From: Larry Rosenman <ler(at)lerctr(dot)org>
To: PostgreSQL General List <pgsql-general(at)postgresql(dot)org>
Subject: Interesting question for LARGE (> 10 Million Rows).
Date: 2001-05-30 11:50:59
Message-ID: 20010530065059.A28696@lerami.lerctr.org
Views: Raw Message | Whole Thread | Download mbox | Resend email
Thread:
Lists: pgsql-general

I am loading (for the first time..) a VERY LARGE (to me) data base of
traffic statistics for the ISP I work for.

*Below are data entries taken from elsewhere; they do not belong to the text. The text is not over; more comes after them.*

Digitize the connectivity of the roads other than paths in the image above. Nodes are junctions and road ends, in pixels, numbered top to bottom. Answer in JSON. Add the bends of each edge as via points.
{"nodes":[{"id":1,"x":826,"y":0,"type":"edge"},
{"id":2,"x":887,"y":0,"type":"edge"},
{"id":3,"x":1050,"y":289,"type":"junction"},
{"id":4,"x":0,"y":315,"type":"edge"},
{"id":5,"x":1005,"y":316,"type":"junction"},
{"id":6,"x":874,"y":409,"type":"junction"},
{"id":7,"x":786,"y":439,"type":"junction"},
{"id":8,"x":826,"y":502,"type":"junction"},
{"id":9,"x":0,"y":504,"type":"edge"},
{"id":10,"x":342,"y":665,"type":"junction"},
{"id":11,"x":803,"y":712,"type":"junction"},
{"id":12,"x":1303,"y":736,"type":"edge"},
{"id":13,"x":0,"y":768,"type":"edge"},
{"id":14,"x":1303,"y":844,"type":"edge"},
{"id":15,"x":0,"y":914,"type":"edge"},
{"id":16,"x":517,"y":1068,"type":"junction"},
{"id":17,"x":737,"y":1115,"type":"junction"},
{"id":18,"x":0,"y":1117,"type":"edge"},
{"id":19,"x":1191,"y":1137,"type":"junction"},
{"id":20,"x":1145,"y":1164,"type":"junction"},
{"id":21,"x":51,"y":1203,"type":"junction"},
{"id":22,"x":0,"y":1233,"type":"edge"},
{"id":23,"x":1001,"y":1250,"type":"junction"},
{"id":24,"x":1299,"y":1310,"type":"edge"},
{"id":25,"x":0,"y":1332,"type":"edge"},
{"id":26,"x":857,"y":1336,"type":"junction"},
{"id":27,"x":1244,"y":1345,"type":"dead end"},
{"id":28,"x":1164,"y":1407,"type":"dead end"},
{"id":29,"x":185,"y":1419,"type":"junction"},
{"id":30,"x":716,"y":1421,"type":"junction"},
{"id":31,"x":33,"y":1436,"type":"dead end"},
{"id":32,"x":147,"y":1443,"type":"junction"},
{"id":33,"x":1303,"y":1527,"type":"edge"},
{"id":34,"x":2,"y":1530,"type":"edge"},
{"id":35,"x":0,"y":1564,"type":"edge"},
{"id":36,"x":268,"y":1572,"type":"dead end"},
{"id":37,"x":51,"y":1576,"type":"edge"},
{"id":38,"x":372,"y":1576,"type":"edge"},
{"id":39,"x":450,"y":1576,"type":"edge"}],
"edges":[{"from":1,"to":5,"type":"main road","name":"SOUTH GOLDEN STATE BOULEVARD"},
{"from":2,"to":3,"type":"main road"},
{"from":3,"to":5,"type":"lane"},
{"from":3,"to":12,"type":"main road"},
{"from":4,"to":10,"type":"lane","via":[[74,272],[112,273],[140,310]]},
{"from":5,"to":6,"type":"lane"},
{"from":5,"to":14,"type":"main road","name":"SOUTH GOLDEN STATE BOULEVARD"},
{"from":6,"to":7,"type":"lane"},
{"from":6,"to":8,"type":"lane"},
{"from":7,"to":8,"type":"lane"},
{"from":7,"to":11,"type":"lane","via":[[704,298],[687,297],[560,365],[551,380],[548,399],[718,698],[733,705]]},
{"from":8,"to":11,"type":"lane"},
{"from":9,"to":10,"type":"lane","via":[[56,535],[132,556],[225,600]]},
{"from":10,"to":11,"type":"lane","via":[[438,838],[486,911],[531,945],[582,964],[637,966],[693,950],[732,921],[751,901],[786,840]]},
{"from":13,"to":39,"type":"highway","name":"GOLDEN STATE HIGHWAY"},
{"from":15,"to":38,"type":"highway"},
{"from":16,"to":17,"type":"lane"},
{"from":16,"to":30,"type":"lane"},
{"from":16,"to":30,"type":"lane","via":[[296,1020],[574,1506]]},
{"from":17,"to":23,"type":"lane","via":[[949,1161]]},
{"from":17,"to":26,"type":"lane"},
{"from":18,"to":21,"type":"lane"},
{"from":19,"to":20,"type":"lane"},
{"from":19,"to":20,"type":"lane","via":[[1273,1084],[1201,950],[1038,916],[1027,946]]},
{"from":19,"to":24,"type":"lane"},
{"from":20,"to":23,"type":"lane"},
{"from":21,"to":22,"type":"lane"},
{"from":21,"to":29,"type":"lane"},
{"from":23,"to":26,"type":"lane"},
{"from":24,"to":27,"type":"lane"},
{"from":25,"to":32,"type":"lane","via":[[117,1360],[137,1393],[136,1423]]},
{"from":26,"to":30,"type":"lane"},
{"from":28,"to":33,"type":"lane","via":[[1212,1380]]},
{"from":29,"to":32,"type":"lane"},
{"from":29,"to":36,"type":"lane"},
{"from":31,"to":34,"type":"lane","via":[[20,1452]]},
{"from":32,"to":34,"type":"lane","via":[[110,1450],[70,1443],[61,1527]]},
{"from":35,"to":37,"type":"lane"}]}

The schema looks as follows:

--
-- Selected TOC Entries:
--
\connect - neteng
--
-- TOC Entry ID 3 (OID 108735)
--
-- Name: traffic Type: TABLE Owner: neteng
--

CREATE TABLE "traffic" (
"asn" integer,
"protocol" integer,
"pkts_src" bigint,
"pkts_dst" bigint,
"bytes_src" bigint,
"bytes_dst" bigint,
"secs_src" bigint,
"secs_dst" bigint,
"early" timestamp with time zone,
"late" timestamp with time zone
);

--
-- TOC Entry ID 2 (OID 108754)
--
-- Name: protocol_id_seq Type: SEQUENCE Owner: neteng
--

CREATE SEQUENCE "protocol_id_seq" start 1 increment 1 maxvalue 2147483647 minvalue 1 cache 1 ;

--
-- TOC Entry ID 4 (OID 108773)
--
-- Name: protocol Type: TABLE Owner: neteng
--

CREATE TABLE "protocol" (
"id" integer DEFAULT nextval('"protocol_id_seq"'::text) NOT NULL,
"protocol" character varying(256) NOT NULL,
Constraint "protocol_pkey" Primary Key ("id")
);

--
-- TOC Entry ID 10 (OID 7150793)
--
-- Name: "get_protocol_id" (character varying) Type: FUNCTION Owner: neteng
--

CREATE FUNCTION "get_protocol_id" (character varying) RETURNS integer AS 'SELECT id FROM protocol
WHERE protocol = $1;' LANGUAGE 'sql' WITH ( iscachable );

--
-- TOC Entry ID 11 (OID 7150794)
--
-- Name: "get_protocol" (integer) Type: FUNCTION Owner: neteng
--

CREATE FUNCTION "get_protocol" (integer) RETURNS character varying AS 'SELECT protocol FROM protocol
WHERE id = $1;' LANGUAGE 'sql' WITH ( iscachable );

--
-- TOC Entry ID 5 (OID 108735)
--
-- Name: "early_index" Type: INDEX Owner: neteng
--

CREATE INDEX "early_index" on "traffic" using btree ( "early" "timestamp_ops" );

--
-- TOC Entry ID 6 (OID 108735)
--
-- Name: "late_index" Type: INDEX Owner: neteng
--

CREATE INDEX "late_index" on "traffic" using btree ( "late" "timestamp_ops" );

--
-- TOC Entry ID 7 (OID 108735)
--
-- Name: "asn_index" Type: INDEX Owner: neteng
--

CREATE INDEX "asn_index" on "traffic" using btree ( "asn" "int4_ops" );

--
-- TOC Entry ID 8 (OID 108735)
--
-- Name: "protocol_index" Type: INDEX Owner: neteng
--

CREATE INDEX "protocol_index" on "traffic" using btree ( "protocol" "int4_ops" );

--
-- TOC Entry ID 9 (OID 108735)
--
-- Name: "asn_protocol_index" Type: INDEX Owner: neteng
--

CREATE INDEX "asn_protocol_index" on "traffic" using btree ( "asn" "int4_ops", "protocol" "int4_ops" );

I collect 5 minute data from my routers using netflow, and drop
summary records for nntp, smtp, pop3, web, web/ssl, and other into
this table.

My question is what can I do to make date and asn/protocol queries
relatively fast?

What improvements would the guru's out there recommend. This is with
7.1.2 or beter PG. The data is on a NetApp, and the server has 512Meg
real running on FreeBSD. I have *NOT* changed the default sizes of
SHMEM yet.

I have only loaded 2-3 days worth of data into it, and already have
7million rows, and I have data for this entire year.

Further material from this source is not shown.